Records drawn from a dataset:

☆ ☆ ☆ ☆

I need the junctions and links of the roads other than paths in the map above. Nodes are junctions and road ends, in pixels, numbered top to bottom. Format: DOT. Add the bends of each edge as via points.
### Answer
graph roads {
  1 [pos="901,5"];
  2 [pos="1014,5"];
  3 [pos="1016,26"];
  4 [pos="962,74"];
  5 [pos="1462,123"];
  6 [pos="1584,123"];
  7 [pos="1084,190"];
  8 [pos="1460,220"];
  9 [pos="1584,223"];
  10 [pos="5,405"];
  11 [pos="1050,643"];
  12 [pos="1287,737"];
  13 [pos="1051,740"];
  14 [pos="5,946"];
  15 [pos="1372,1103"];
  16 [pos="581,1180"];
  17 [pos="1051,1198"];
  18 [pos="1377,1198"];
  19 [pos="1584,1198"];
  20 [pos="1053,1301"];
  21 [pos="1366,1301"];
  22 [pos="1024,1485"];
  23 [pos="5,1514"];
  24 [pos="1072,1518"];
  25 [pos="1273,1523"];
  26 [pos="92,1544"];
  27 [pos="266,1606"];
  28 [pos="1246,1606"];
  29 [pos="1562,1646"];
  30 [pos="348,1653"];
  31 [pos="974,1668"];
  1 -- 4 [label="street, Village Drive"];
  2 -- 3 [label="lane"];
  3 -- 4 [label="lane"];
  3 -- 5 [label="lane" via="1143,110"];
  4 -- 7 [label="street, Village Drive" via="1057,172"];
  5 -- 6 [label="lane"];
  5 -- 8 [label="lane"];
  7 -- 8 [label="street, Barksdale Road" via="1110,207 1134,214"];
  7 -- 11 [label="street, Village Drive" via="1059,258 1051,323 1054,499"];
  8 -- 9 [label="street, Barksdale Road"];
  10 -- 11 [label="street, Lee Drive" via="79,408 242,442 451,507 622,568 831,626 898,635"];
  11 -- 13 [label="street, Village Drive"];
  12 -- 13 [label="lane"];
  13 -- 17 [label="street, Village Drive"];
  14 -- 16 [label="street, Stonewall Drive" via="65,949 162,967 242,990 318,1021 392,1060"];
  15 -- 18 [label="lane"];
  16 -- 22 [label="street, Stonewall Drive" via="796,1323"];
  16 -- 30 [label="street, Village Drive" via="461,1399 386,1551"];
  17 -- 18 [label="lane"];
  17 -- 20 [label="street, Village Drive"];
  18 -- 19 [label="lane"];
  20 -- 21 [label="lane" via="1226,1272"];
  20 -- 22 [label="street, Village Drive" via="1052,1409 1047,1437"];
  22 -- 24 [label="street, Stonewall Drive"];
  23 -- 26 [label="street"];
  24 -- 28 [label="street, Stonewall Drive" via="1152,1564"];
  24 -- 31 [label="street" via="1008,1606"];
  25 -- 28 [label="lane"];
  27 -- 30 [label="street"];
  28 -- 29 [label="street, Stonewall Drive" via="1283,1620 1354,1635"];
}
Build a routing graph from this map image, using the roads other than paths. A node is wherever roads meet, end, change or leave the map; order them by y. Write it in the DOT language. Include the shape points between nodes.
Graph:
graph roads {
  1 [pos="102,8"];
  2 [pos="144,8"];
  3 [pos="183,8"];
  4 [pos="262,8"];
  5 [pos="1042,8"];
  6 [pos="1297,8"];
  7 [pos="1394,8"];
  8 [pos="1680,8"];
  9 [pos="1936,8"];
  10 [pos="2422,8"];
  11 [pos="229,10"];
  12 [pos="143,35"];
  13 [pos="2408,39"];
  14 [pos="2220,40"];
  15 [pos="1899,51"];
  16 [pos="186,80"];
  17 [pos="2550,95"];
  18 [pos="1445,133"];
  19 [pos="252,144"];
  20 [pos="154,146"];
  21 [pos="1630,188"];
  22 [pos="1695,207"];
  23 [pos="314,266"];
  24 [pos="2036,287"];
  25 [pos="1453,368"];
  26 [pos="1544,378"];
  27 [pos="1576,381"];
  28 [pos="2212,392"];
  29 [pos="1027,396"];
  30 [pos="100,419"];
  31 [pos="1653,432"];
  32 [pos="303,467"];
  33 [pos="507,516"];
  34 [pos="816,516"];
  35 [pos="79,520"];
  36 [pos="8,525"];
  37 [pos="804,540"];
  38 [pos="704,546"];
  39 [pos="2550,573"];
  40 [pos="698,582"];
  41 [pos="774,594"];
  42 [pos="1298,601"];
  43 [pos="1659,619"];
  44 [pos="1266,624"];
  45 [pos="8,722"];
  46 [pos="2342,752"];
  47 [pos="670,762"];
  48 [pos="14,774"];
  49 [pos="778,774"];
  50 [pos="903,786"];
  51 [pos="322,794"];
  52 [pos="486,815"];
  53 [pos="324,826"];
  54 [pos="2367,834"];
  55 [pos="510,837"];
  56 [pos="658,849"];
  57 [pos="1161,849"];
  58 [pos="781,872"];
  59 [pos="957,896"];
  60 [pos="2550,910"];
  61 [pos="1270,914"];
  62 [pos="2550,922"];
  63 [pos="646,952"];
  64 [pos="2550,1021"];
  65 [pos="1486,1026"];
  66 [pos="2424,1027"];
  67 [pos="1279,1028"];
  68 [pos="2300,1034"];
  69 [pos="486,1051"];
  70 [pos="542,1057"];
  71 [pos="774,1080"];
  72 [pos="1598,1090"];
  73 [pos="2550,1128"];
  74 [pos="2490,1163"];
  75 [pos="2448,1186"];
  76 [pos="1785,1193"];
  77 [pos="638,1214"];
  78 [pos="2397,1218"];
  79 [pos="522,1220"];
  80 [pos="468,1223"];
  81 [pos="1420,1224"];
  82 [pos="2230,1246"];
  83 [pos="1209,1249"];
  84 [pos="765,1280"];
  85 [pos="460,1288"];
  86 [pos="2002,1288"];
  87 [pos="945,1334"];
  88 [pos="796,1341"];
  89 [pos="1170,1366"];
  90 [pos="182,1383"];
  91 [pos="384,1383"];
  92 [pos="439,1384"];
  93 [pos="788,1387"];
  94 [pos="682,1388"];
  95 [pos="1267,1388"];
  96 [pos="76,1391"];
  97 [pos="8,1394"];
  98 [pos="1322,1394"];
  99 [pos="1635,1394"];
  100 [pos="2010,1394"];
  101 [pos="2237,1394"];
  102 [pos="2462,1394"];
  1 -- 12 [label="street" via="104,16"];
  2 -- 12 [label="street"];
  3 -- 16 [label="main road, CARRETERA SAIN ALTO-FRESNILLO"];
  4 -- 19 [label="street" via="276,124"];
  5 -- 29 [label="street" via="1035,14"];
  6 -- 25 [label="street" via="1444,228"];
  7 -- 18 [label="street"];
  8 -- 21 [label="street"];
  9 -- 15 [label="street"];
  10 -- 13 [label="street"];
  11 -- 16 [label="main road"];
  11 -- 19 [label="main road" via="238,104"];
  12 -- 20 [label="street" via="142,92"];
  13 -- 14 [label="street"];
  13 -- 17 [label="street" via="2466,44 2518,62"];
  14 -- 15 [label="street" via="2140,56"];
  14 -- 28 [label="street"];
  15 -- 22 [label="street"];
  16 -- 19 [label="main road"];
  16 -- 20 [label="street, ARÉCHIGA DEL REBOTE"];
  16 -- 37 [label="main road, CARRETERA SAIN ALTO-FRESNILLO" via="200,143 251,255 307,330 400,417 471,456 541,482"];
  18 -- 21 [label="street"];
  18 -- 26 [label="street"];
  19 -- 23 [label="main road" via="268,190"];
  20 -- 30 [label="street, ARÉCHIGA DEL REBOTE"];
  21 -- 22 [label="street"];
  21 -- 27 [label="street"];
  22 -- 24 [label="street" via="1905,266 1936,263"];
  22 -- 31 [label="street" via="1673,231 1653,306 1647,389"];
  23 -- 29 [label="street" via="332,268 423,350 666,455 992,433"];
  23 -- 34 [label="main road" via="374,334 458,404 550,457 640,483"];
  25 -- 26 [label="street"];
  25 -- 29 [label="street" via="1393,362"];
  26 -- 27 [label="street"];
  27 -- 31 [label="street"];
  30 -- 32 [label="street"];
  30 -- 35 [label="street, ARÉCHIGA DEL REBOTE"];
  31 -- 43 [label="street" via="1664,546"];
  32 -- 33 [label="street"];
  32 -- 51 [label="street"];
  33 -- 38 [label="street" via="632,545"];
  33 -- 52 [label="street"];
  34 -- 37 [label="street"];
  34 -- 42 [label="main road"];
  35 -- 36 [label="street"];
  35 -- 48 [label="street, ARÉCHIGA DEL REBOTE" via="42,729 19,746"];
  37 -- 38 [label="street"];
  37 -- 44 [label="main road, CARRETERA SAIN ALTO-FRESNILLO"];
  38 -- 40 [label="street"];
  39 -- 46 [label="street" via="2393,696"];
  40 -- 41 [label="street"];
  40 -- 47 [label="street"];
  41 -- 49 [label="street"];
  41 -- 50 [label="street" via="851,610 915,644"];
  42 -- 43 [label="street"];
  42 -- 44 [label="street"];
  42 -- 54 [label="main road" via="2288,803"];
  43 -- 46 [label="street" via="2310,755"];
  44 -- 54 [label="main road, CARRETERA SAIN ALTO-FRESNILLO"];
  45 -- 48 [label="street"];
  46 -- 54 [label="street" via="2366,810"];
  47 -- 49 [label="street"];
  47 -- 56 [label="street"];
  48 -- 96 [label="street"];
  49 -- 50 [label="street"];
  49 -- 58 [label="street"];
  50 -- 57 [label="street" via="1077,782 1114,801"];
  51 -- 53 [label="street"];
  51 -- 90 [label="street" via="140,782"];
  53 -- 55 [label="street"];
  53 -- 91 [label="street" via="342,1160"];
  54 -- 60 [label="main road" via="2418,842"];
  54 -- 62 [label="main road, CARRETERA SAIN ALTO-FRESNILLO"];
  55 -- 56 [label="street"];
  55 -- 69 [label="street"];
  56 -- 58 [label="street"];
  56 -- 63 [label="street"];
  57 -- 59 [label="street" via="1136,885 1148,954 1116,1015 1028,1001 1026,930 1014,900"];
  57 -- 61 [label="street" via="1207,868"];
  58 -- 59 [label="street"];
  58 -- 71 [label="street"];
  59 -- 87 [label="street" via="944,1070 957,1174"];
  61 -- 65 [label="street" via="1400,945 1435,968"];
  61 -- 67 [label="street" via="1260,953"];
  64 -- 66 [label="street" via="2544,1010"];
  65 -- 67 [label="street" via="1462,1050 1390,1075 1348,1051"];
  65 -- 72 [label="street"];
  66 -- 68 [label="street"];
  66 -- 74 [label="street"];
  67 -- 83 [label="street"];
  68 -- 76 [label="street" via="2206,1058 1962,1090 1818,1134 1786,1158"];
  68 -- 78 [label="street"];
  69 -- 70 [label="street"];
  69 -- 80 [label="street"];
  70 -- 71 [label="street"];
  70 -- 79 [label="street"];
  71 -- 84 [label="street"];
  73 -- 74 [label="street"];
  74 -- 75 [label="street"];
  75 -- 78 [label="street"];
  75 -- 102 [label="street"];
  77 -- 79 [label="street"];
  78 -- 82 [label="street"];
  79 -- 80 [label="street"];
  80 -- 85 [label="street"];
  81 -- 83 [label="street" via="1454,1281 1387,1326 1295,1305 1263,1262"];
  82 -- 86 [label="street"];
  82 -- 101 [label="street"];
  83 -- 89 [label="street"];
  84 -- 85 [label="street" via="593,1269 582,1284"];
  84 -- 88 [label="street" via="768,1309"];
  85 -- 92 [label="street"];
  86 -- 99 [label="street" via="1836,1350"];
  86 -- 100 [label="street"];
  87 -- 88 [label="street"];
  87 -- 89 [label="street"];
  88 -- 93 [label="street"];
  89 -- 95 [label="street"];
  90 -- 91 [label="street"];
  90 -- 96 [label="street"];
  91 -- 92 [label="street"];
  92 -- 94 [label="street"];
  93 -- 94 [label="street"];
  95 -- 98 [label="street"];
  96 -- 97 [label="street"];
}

☆ ☆ ☆ ☆

» PROBLEM DESCRIPTION
Reproduce every line from the preceding data in which the word "FRESNILLO" can be found.

» ANSWER TO THE PROBLEM
  3 -- 16 [label="main road, CARRETERA SAIN ALTO-FRESNILLO"];
  16 -- 37 [label="main road, CARRETERA SAIN ALTO-FRESNILLO" via="200,143 251,255 307,330 400,417 471,456 541,482"];
  37 -- 44 [label="main road, CARRETERA SAIN ALTO-FRESNILLO"];
  44 -- 54 [label="main road, CARRETERA SAIN ALTO-FRESNILLO"];
  54 -- 62 [label="main road, CARRETERA SAIN ALTO-FRESNILLO"];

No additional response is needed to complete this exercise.